As the page from the devmem, we reuse most of the fields in
'struct page' for devmem in order to have unified handling
for both normal memory and devmem, but the meta data is not
really tied to mm, so we can't really use page->_refcount
as reference counting for devmem, instead it relies on page
pool's frag reference counting.

After this patch, pp_frag_count is not appropriate name as
we don't ensure only one user holding on to a frag, we may
rename it to frag_refcount in the future to avoid confusion.

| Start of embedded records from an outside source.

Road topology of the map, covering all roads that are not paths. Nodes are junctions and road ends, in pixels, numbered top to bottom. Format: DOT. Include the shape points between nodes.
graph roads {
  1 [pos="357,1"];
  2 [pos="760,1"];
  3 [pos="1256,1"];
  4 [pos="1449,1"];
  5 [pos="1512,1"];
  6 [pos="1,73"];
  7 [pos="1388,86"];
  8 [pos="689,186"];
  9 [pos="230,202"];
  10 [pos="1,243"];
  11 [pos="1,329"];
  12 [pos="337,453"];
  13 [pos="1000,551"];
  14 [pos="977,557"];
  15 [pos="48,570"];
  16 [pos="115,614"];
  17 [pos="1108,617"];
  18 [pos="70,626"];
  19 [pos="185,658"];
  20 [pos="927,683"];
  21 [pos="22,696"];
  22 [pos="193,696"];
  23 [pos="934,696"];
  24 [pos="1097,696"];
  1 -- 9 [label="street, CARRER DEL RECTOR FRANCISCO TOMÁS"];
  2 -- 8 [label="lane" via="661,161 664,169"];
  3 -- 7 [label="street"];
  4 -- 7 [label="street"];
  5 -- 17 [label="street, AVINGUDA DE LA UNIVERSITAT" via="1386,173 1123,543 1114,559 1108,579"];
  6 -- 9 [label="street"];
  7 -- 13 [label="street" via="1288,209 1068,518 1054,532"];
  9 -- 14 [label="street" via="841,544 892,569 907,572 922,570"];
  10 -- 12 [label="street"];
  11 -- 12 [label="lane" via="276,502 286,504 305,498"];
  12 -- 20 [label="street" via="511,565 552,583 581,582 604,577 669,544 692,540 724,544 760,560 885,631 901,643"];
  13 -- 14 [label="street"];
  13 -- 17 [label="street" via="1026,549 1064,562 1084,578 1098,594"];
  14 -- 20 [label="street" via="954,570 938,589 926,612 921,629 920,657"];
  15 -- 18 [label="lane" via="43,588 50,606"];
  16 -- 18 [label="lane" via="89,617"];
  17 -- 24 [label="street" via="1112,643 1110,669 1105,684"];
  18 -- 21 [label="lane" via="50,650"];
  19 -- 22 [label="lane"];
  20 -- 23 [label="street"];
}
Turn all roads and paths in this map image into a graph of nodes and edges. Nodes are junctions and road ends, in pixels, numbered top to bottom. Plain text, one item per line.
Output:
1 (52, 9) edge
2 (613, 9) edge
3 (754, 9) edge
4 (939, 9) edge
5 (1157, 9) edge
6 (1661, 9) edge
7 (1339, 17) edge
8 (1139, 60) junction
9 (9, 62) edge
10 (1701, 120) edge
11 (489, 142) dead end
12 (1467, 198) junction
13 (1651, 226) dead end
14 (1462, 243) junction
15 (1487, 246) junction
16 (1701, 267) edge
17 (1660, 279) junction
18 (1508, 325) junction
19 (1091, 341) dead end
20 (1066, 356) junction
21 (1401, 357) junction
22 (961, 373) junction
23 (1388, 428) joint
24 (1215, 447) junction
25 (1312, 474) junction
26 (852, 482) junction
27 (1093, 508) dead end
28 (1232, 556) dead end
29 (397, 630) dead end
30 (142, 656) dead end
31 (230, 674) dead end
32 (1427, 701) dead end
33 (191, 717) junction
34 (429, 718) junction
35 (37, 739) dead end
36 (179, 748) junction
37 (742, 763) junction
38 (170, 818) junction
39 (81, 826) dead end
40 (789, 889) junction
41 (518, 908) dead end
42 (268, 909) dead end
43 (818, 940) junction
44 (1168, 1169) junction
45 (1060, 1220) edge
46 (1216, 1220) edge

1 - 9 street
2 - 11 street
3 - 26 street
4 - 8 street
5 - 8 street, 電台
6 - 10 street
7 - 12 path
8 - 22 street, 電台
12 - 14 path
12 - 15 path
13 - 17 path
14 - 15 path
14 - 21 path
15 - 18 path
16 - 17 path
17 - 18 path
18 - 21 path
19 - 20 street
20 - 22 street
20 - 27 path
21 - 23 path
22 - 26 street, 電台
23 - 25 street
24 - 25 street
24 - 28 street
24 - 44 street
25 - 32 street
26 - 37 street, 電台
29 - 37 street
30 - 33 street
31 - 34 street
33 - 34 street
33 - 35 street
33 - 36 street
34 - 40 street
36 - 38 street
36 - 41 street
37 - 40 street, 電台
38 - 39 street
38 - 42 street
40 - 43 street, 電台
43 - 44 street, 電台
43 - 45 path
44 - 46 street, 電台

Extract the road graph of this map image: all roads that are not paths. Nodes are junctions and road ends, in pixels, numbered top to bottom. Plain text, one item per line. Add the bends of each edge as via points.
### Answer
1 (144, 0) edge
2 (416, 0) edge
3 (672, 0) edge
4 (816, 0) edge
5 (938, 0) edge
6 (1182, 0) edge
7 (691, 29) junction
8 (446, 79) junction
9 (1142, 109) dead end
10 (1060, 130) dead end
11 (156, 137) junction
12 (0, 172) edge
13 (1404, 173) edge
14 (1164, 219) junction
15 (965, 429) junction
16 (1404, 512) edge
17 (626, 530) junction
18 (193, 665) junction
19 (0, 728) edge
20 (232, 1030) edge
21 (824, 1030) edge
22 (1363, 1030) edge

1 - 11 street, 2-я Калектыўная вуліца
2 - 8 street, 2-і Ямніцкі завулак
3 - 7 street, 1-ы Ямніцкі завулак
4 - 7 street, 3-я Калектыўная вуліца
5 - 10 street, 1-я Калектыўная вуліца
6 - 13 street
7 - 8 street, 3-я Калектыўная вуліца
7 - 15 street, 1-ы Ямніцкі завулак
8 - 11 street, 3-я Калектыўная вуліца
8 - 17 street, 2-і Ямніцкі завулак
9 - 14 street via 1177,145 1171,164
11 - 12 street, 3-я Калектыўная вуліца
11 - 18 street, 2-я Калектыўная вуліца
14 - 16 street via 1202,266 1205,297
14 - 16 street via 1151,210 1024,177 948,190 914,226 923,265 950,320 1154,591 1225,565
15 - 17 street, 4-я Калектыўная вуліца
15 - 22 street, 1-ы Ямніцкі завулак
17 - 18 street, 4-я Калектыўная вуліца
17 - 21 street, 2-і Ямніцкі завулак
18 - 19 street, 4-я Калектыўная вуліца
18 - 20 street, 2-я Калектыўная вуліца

1. https://lore.kernel.org/all/20231020095952.11055-1-linyunsheng@xxxxxxxxxx/

Signed-off-by: Yunsheng Lin <linyunsheng@xxxxxxxxxx>
---
.../chelsio/inline_crypto/ch_ktls/chcr_ktls.c | 2 +-
drivers/net/ethernet/sun/cassini.c | 4 ++--
drivers/net/veth.c | 2 +-
include/linux/skbuff.h | 12 +++++++++---
include/net/page_pool/types.h | 13 +++++++++++++
net/core/skbuff.c | 6 +++---
net/tls/tls_device_fallback.c | 2 +-
7 files changed, 30 insertions(+), 11 deletions(-)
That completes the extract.